On remote P/S units, March uses a press on flange as a courtesy to make installing the pulley an easy bolt on. However, due to different aftermarket block castings, it’s important to check alignment here first. If you have a problem call the March tech line and they can teach you how to properly check alignment and make your drive system performs as it should.
“If you need an accessory drive system and are worried about fitment just call our tech line,” Bill explains. “There are many different applications using a combination of different parts that can, in most cases, fit into your system. Things such as location of accessories and type of accessories, our web page is not big enough to post all this information. But out tech support has years of experience in fitting different systems into custom cars and trucks.”
Because the LS7 is being set lower in the Art Morrison chassis, it created a clearance issue between the main crankshaft drive pulley and the power steering rack. The solution was a precision made (larger) spacer between the harmonic balancer and the pulley to help it clear the rack.
This meant the rest of the system had to be modified accordingly to move the rest of the accessory components forward for proper alignment with the crank pulley. If you have a similar situation, be sure to contact March before ordering your accessory drive so they can make sure your kit doesn’t have fitment issues.
March supplies high-quality alternators, power steering pumps, and A/C compressors for their systems.
The A/C compressor is mounted low on the driver side of the LS engine, which will make hiding the A/C lines much easier. They also offer high-mount options.
All the pulleys and brackets in March’s systems are precision CNC machined from 6061-T6-grade aluminum, and the mounting brackets are thicker when compared to other accessory drive systems, making them stronger and superior to cast brackets.
All of March Performance’s mounting hardware is high-quality stainless steel for looks and durability. After all, hardware that rusts isn’t going to help in looks department no matter how nice the brackets are.
March also builds its own remote power steering reservoirs for its accessory drive systems that are designed to mount in a variety of locations.
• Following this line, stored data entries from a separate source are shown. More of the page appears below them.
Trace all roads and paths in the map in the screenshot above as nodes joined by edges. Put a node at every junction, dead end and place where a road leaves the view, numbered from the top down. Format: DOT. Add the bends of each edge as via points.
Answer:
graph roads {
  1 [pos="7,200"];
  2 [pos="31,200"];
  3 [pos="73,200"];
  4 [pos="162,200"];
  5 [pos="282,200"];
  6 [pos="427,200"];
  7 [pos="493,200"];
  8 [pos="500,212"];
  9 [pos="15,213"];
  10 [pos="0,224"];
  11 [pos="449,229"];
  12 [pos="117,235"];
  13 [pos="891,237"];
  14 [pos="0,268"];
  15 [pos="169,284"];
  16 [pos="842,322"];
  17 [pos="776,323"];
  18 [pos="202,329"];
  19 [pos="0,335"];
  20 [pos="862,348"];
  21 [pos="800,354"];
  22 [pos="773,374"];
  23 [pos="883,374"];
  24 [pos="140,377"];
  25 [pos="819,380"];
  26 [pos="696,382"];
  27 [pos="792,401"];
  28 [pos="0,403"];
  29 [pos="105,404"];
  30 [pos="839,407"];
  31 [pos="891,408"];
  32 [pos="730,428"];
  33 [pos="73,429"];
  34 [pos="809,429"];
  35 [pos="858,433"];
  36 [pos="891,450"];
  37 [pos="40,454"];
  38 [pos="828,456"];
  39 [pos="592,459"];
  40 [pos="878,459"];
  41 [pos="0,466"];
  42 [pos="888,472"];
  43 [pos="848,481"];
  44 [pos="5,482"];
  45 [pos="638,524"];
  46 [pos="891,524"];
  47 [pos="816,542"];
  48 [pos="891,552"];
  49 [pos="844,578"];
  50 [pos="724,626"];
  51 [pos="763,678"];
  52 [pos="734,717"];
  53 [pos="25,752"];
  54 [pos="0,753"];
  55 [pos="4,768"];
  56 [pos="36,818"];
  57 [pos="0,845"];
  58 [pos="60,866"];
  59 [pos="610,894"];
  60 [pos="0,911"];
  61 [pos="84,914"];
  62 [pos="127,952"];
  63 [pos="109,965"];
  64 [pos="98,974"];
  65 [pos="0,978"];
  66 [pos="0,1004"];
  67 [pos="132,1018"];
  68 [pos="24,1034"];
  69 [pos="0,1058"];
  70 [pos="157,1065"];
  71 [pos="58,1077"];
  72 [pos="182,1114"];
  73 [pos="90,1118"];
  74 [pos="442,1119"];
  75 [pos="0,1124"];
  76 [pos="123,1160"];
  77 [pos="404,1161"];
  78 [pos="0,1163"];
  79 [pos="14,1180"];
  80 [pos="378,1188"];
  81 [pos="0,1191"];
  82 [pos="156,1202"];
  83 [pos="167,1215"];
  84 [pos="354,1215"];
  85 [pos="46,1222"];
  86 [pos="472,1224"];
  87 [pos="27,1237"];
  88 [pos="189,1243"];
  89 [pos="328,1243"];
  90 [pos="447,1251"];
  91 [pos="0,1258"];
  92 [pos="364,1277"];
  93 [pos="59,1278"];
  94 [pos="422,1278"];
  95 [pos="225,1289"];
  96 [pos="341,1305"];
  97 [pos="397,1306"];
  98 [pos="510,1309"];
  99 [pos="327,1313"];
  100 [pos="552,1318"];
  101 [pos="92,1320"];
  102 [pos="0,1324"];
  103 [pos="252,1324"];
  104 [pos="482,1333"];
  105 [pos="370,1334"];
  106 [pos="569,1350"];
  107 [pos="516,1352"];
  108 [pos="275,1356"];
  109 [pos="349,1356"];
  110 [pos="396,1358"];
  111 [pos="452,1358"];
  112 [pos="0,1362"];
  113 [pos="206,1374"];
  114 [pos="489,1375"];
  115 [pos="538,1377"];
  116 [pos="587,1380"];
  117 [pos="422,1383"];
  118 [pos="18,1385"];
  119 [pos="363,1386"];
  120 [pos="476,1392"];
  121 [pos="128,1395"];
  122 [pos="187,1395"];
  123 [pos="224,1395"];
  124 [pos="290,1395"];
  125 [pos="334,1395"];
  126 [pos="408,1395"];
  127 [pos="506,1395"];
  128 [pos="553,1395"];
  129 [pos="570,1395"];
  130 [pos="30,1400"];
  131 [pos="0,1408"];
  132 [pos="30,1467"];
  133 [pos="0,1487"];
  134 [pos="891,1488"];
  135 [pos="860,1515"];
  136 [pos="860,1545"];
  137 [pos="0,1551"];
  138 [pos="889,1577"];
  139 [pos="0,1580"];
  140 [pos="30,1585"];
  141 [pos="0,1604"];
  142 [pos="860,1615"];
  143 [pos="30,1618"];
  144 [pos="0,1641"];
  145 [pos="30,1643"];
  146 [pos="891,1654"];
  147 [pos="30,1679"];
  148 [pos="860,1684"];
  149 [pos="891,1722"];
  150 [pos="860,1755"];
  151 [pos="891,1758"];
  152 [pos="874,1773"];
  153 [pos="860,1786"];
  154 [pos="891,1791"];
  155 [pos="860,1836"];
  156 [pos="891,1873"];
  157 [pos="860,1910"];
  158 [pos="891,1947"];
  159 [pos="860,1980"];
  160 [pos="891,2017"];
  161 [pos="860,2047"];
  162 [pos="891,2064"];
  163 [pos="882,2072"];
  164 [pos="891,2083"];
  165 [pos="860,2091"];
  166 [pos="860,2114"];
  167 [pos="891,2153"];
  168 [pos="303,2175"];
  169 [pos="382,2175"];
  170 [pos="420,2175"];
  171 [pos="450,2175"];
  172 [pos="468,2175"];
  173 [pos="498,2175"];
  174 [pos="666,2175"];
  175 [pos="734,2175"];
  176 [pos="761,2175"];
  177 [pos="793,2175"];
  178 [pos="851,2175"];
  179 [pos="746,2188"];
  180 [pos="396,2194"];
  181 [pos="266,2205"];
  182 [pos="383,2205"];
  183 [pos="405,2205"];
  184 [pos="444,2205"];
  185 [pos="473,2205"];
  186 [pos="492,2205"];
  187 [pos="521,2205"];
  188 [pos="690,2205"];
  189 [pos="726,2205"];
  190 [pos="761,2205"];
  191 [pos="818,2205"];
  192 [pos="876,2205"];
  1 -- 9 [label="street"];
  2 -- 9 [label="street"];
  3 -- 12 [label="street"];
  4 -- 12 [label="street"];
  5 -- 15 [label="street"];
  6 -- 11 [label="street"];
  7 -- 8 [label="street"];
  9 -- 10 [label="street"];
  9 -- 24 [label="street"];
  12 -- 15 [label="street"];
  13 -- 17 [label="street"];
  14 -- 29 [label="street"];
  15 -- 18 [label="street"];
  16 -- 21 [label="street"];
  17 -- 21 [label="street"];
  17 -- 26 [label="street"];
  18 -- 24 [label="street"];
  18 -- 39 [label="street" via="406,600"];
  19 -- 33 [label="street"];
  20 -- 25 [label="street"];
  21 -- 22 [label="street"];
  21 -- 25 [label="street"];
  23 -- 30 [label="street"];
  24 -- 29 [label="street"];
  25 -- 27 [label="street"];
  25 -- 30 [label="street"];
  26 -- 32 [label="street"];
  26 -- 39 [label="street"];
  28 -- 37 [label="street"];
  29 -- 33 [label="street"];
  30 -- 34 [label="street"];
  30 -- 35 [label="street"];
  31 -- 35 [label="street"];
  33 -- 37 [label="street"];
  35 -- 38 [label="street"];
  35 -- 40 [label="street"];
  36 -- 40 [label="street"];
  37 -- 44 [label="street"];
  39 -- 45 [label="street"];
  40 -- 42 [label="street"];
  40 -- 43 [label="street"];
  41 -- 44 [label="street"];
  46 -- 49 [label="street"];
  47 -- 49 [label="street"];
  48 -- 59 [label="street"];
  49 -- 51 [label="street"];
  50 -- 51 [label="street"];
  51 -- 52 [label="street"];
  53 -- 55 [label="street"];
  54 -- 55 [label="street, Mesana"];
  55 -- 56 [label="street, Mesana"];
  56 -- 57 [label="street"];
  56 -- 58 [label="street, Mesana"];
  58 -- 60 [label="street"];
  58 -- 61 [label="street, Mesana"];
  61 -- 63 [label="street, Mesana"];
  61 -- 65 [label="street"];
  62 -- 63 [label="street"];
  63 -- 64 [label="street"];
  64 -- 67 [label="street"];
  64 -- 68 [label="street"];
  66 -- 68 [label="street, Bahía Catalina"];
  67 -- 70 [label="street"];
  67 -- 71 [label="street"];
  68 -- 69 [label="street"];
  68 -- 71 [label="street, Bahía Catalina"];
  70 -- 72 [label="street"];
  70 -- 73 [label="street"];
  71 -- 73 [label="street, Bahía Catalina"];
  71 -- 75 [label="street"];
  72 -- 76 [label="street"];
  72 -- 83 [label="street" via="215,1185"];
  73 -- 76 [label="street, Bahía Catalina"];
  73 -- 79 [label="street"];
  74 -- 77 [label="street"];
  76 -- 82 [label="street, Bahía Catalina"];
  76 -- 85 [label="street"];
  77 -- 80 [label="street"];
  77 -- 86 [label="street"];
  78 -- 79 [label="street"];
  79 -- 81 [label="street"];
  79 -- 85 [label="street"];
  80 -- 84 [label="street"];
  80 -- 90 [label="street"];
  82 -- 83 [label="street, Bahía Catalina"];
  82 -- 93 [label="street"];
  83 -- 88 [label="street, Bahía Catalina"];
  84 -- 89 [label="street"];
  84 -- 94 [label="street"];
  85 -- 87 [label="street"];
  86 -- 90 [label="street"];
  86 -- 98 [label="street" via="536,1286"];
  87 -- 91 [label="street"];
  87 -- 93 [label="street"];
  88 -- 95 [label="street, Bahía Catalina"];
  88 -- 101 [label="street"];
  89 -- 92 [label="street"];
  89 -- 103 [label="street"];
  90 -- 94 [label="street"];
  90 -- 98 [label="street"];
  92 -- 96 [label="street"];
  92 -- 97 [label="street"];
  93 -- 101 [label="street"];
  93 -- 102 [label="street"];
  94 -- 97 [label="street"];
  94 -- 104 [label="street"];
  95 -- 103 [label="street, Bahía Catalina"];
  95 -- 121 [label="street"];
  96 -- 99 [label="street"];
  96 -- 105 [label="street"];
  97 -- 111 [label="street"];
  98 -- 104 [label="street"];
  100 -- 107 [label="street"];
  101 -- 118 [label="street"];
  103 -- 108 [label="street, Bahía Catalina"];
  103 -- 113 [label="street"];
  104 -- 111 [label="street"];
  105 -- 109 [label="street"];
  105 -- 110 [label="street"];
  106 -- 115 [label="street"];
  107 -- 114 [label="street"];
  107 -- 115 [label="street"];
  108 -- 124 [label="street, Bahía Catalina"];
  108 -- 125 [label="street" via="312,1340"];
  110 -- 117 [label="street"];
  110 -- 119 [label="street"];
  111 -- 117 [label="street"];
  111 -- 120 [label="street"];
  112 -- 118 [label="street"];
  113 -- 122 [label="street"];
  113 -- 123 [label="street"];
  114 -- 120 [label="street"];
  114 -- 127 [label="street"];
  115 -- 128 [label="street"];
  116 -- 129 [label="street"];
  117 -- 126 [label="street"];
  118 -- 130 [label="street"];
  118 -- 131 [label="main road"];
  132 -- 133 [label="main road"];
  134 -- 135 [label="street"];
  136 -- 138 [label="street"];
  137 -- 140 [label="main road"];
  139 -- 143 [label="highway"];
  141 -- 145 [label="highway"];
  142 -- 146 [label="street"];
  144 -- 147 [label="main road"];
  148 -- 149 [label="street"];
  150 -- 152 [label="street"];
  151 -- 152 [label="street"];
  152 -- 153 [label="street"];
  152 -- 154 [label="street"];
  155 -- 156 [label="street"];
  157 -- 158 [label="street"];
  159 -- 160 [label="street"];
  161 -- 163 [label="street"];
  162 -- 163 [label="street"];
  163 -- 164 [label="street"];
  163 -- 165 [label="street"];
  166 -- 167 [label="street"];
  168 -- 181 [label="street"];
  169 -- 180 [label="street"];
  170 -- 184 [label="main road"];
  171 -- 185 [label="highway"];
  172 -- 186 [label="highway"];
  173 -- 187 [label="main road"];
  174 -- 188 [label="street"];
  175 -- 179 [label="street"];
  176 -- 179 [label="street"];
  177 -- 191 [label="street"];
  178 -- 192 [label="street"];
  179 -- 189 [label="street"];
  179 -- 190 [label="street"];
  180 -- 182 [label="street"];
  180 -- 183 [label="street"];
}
Here’s how the Style Track system looks when done. Much more attractive than the factory accessory drive for the LS series, and relocating the A/C compressor to the low position keeps it out of sight for a cleaner look. If your LS engine is of the supercharged variety, Bill says don’t fret, “If you’re running a roots blower or a standard blower, we can work with you. We have setups for installing blower drive systems and are developing new systems for the roots blowers currently offered with GM crate motors such as the LSA, LS9, and LT4.”